A single sample per pixel is far too noisy to look acceptable — each pixel is an independent random variable with high variance. Because Monte Carlo error decreases as 1/√N for N samples, running the same shader every frame and averaging results converges toward the correct image:

out vec4 fragColor;

void main() {
  uint seed = uint(gl_FragCoord.x) * 1973u + uint(gl_FragCoord.y) * 9277u + uint(uFrame) * 26699u | 1u;

  vec2 jitter = vec2(rand(seed), rand(seed)) - 0.5;
  vec2 uv = (gl_FragCoord.xy + jitter) / uResolution;

  Ray ray = getCameraRay(uv, uCamPos, uCamTarget, 45.0);
  vec3 sample = tracePath(ray, seed);

  vec3 prev = texelFetch(uPrevSample, ivec2(gl_FragCoord.xy), 0).rgb;
  vec3 accumulated = prev * float(uFrame) + sample; // running sum, not running average
  fragColor = vec4(accumulated, 1.0);
}

// Display pass divides by (uFrame + 1) and applies Reinhard tonemap + gamma:
// vec3 color = accumulated / float(uFrame + 1);
// color = color / (1.0 + color);              // Reinhard
// fragColor = vec4(pow(color, vec3(1.0/2.2)), 1.0); // gamma correction

Any camera movement invalidates the accumulation — reset frameIndex to 0 whenever the camera or scene changes, then let it climb back up while the view is static. At 200+ accumulated frames a simple scene of a few spheres looks essentially noise-free at 1080p on a mid-range GPU.

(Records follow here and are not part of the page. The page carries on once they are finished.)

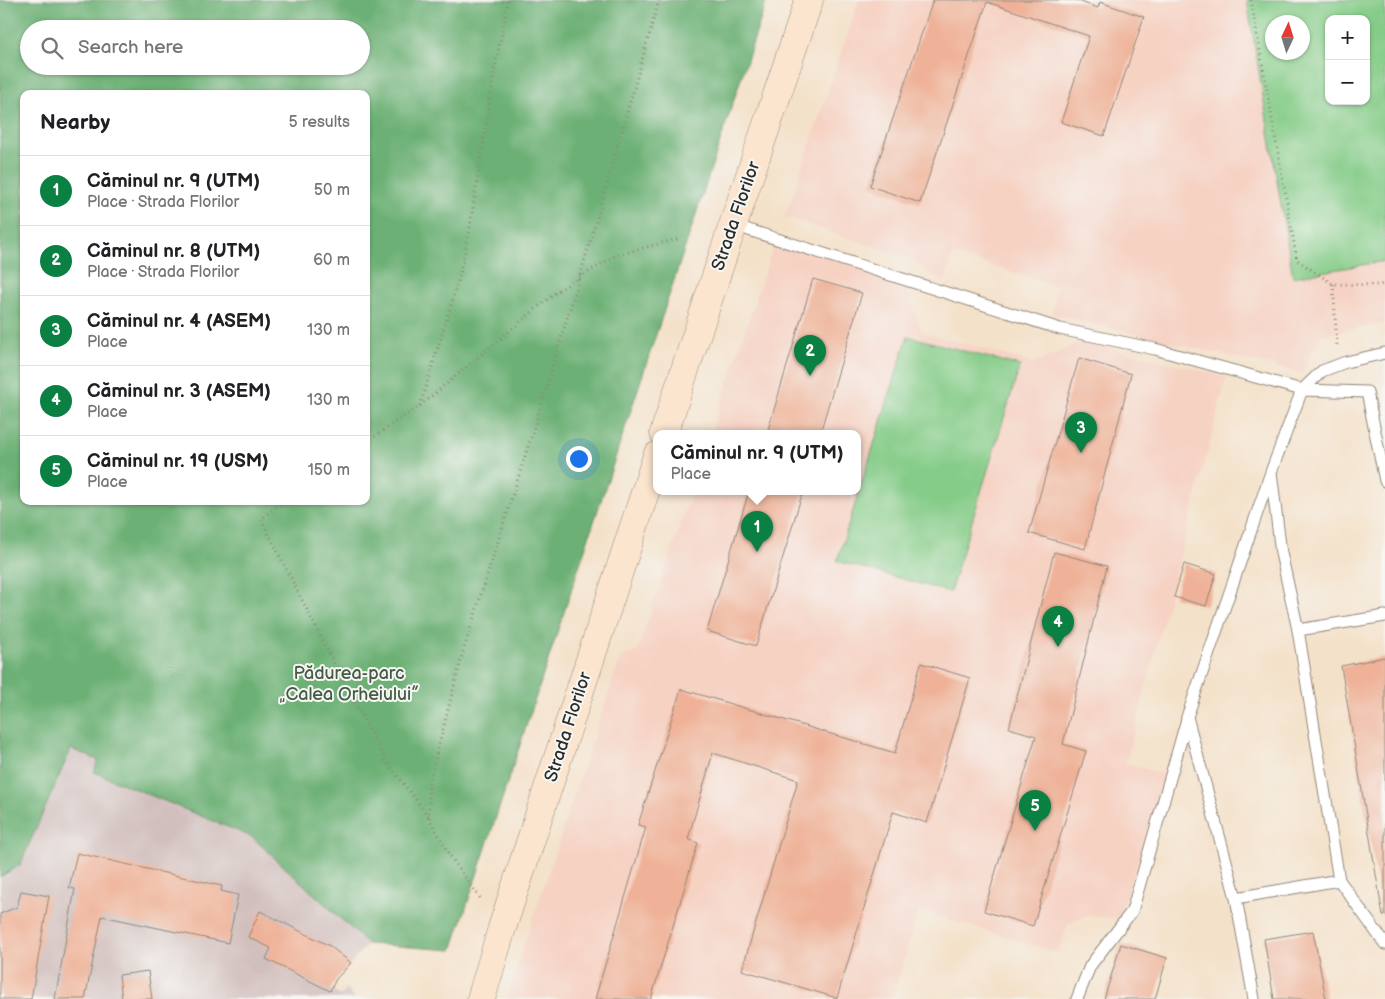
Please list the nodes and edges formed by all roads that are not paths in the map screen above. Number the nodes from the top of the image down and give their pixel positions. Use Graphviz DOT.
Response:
graph roads {
  1 [pos="809,0"];
  2 [pos="733,225"];
  3 [pos="1385,353"];
  4 [pos="1302,390"];
  5 [pos="665,430"];
  6 [pos="653,468"];
  7 [pos="1271,472"];
  8 [pos="1385,481"];
  9 [pos="1385,616"];
  10 [pos="1298,630"];
  11 [pos="1187,718"];
  12 [pos="1339,880"];
  13 [pos="1236,898"];
  14 [pos="1385,944"];
  15 [pos="481,999"];
  16 [pos="1077,999"];
  17 [pos="1254,999"];
  1 -- 2 [label="main road, Strada Florilor"];
  2 -- 4 [label="lane"];
  2 -- 5 [label="main road, Strada Florilor"];
  3 -- 4 [label="lane"];
  4 -- 7 [label="lane"];
  4 -- 8 [label="lane"];
  6 -- 15 [label="main road, Strada Florilor"];
  7 -- 10 [label="lane"];
  7 -- 11 [label="lane"];
  9 -- 10 [label="lane"];
  10 -- 12 [label="lane"];
  11 -- 13 [label="lane"];
  11 -- 16 [label="lane"];
  12 -- 13 [label="lane"];
  12 -- 14 [label="lane"];
  13 -- 17 [label="lane"];
}
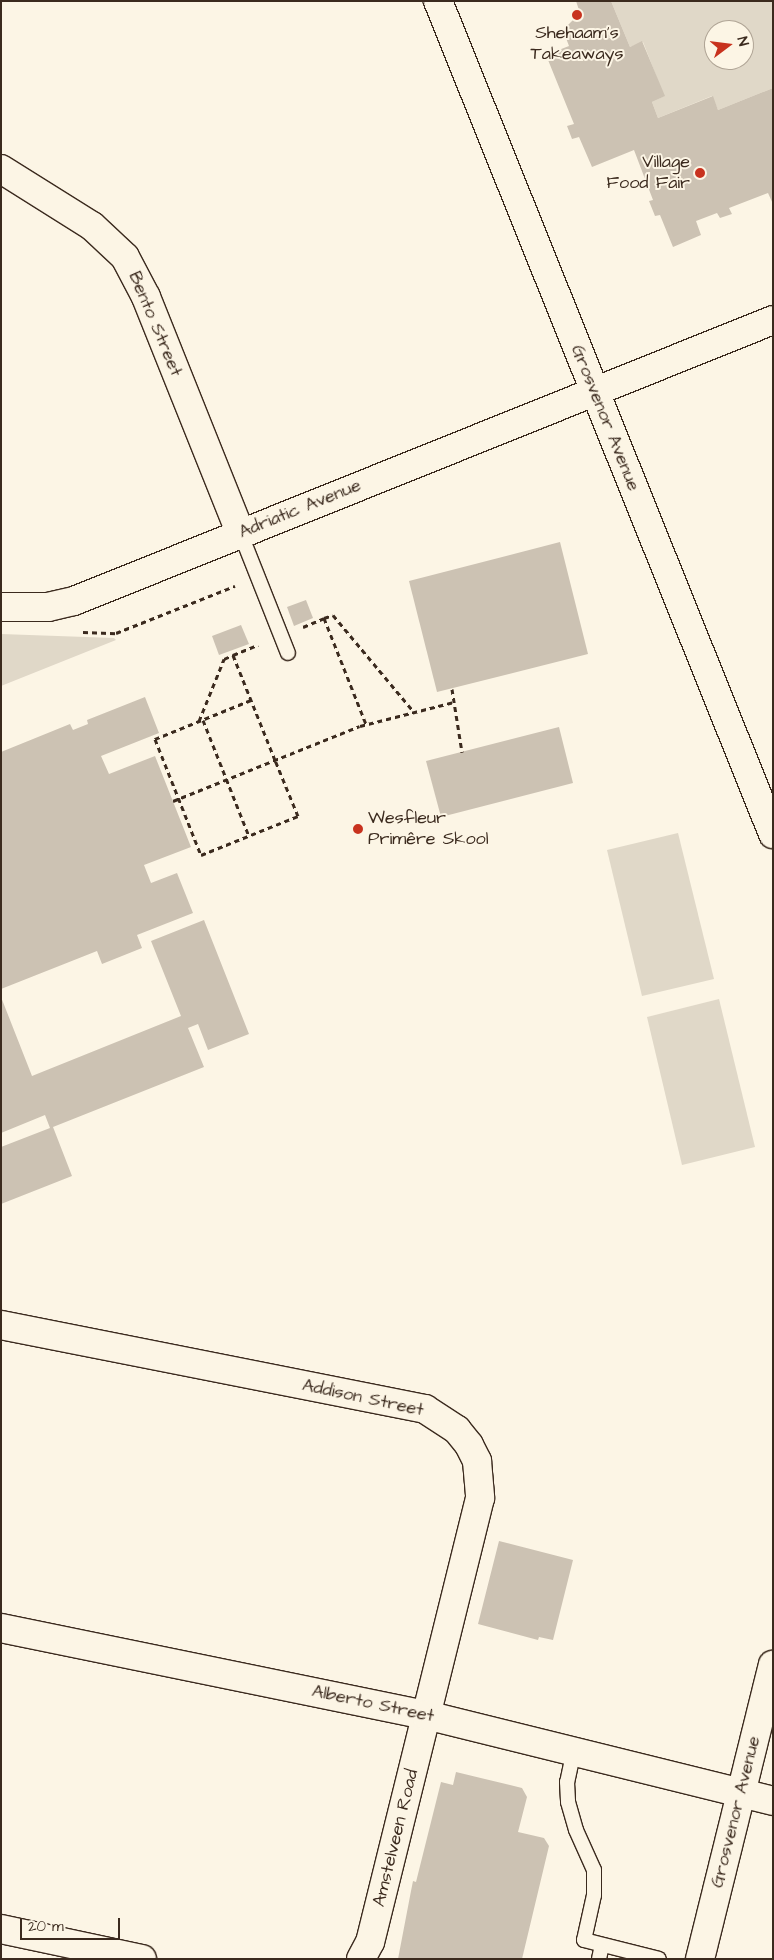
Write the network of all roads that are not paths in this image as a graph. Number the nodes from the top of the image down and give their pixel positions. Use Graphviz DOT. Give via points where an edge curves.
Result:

Beyond brute accumulation: Production real-time path tracers (and this one, if extended) pair a few samples per pixel with an SVGF-style spatio-temporal denoiser that reuses geometry buffers (normal, depth, albedo) to smooth noise without blurring edges — accumulation alone is the simplest and most robust starting point.

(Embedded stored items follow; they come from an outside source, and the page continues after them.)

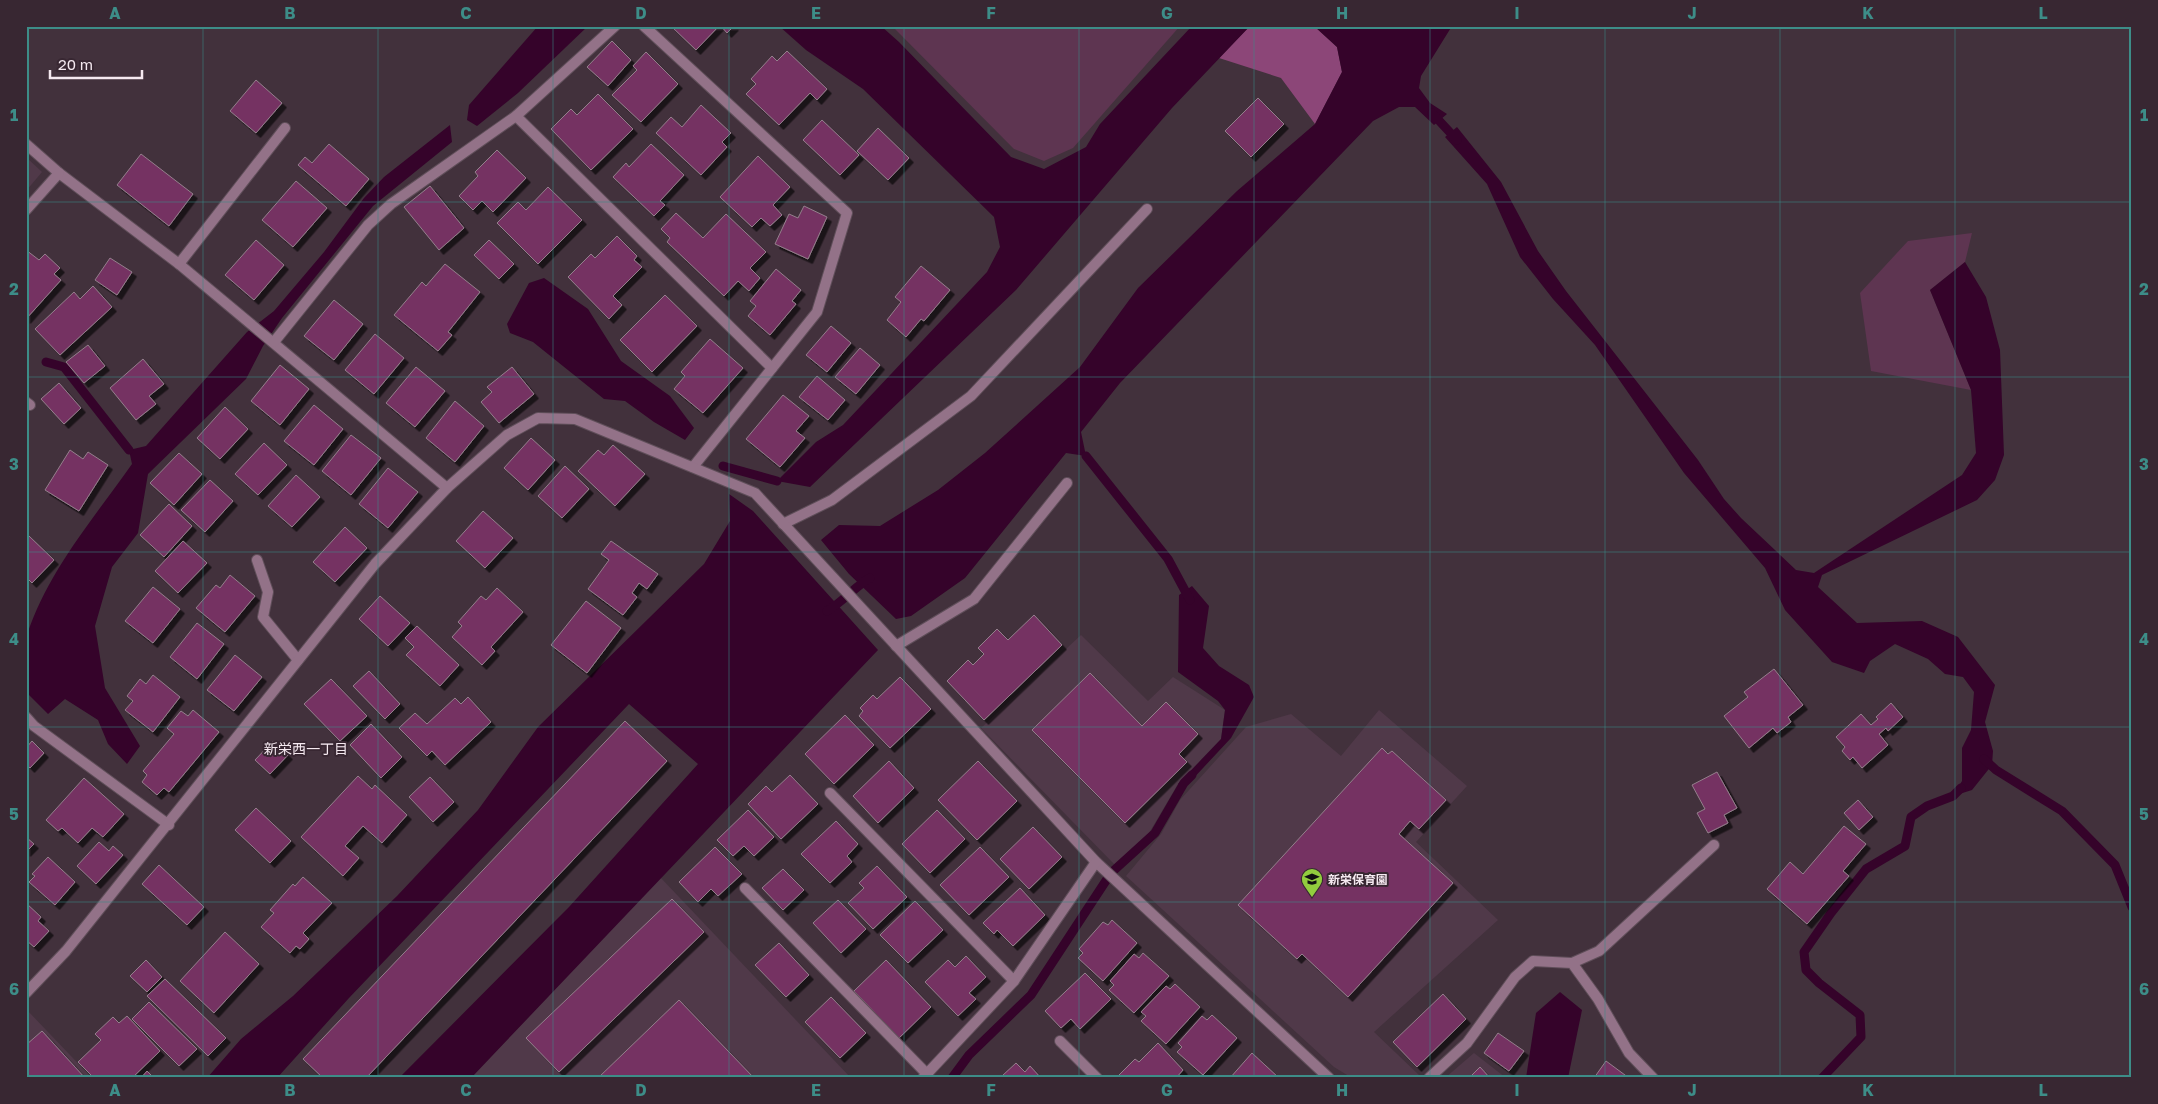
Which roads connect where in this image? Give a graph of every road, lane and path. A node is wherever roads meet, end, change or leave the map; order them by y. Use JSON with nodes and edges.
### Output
{"nodes":[{"id":1,"x":614,"y":26,"type":"edge"},
{"id":2,"x":644,"y":26,"type":"edge"},
{"id":3,"x":516,"y":116,"type":"junction"},
{"id":4,"x":285,"y":128,"type":"dead end"},
{"id":5,"x":26,"y":144,"type":"edge"},
{"id":6,"x":59,"y":173,"type":"junction"},
{"id":7,"x":1147,"y":209,"type":"dead end"},
{"id":8,"x":26,"y":210,"type":"edge"},
{"id":9,"x":179,"y":264,"type":"junction"},
{"id":10,"x":274,"y":342,"type":"junction"},
{"id":11,"x":772,"y":368,"type":"junction"},
{"id":12,"x":693,"y":467,"type":"junction"},
{"id":13,"x":1067,"y":483,"type":"dead end"},
{"id":14,"x":446,"y":488,"type":"junction"},
{"id":15,"x":783,"y":524,"type":"junction"},
{"id":16,"x":257,"y":560,"type":"dead end"},
{"id":17,"x":896,"y":646,"type":"junction"},
{"id":18,"x":298,"y":660,"type":"junction"},
{"id":19,"x":26,"y":717,"type":"edge"},
{"id":20,"x":830,"y":793,"type":"dead end"},
{"id":21,"x":169,"y":825,"type":"junction"},
{"id":22,"x":1714,"y":845,"type":"dead end"},
{"id":23,"x":1096,"y":862,"type":"junction"},
{"id":24,"x":745,"y":888,"type":"dead end"},
{"id":25,"x":1572,"y":963,"type":"junction"},
{"id":26,"x":1014,"y":981,"type":"junction"},
{"id":27,"x":26,"y":993,"type":"edge"},
{"id":28,"x":1060,"y":1041,"type":"dead end"},
{"id":29,"x":924,"y":1075,"type":"edge"},
{"id":30,"x":1097,"y":1078,"type":"edge"},
{"id":31,"x":1329,"y":1078,"type":"edge"},
{"id":32,"x":1429,"y":1078,"type":"edge"},
{"id":33,"x":1653,"y":1078,"type":"edge"}],
"edges":[{"from":1,"to":3,"type":"street"},
{"from":2,"to":11,"type":"street"},
{"from":3,"to":10,"type":"street"},
{"from":3,"to":11,"type":"street"},
{"from":4,"to":9,"type":"street"},
{"from":5,"to":6,"type":"street"},
{"from":6,"to":8,"type":"street"},
{"from":6,"to":9,"type":"street"},
{"from":7,"to":15,"type":"street"},
{"from":9,"to":10,"type":"street"},
{"from":10,"to":14,"type":"street"},
{"from":11,"to":12,"type":"street"},
{"from":12,"to":14,"type":"street"},
{"from":12,"to":15,"type":"street"},
{"from":13,"to":17,"type":"street"},
{"from":14,"to":18,"type":"street"},
{"from":15,"to":17,"type":"street"},
{"from":16,"to":18,"type":"street"},
{"from":17,"to":23,"type":"street"},
{"from":18,"to":21,"type":"street"},
{"from":19,"to":21,"type":"street"},
{"from":20,"to":26,"type":"street"},
{"from":21,"to":27,"type":"street"},
{"from":22,"to":25,"type":"street"},
{"from":23,"to":26,"type":"street"},
{"from":23,"to":31,"type":"street"},
{"from":24,"to":29,"type":"street"},
{"from":25,"to":32,"type":"street"},
{"from":25,"to":33,"type":"street"},
{"from":26,"to":29,"type":"street"},
{"from":28,"to":30,"type":"street"}]}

8. The Complete Fragment Shader

Putting every piece together — scene, camera rays, cosine sampling, bounce loop, and accumulation — gives a self-contained GLSL ES 3.0 fragment shader. Uniforms for sphere data, camera, and frame index are set from JavaScript each frame:

#version 300 es
precision highp float;

uniform vec2  uResolution;
uniform vec3  uCamPos;
uniform vec3  uCamTarget;
uniform int   uFrame;
uniform sampler2D uPrevSample;

out vec4 fragColor;

#define NUM_SPHERES 4
#define MAX_BOUNCES 6

struct Ray    { vec3 origin; vec3 dir; };
struct Sphere { vec3 center; float radius; vec3 albedo; vec3 emissive; };

Sphere spheres[NUM_SPHERES] = Sphere[](
  Sphere(vec3(0.0, -100.5, 0.0), 100.0, vec3(0.6), vec3(0.0)),  // ground
  Sphere(vec3(-1.0, 0.0, 0.0),   0.5,   vec3(0.9,0.2,0.2), vec3(0.0)),
  Sphere(vec3( 1.0, 0.0, 0.0),   0.5,   vec3(0.2,0.5,0.9), vec3(0.0)),
  Sphere(vec3( 0.0, 5.0, 0.0),   1.5,   vec3(1.0),         vec3(4.0,3.8,3.5)) // area light
);

// hash / rand / cosineSampleHemisphere / intersectSphere / intersectScene
// / getCameraRay / tracePath — as defined in sections 3-6 above

vec3 skyColor(vec3 dir) {
  float t = 0.5 * (dir.y + 1.0);
  return mix(vec3(1.0), vec3(0.5,0.7,1.0), t) * 0.3; // dim gradient, light does the work
}

void main() {
  uint seed = uint(gl_FragCoord.x) * 1973u + uint(gl_FragCoord.y) * 9277u + uint(uFrame) * 26699u | 1u;
  vec2 jitter = vec2(rand(seed), rand(seed)) - 0.5;
  vec2 uv = (gl_FragCoord.xy + jitter) / uResolution;

  Ray ray = getCameraRay(uv, uCamPos, uCamTarget, 45.0);
  vec3 col = tracePath(ray, seed);

  vec3 prev = texelFetch(uPrevSample, ivec2(gl_FragCoord.xy), 0).rgb;
  fragColor = vec4(prev * float(uFrame) + col, 1.0);
}

This entire scene — three diffuse spheres and one emissive area light — needs no textures, no acceleration structure, and no external assets. Swap the analytic sphere list for a small BVH over triangles and you have the core of a WebGPU or WebGL compute path tracer capable of arbitrary meshes.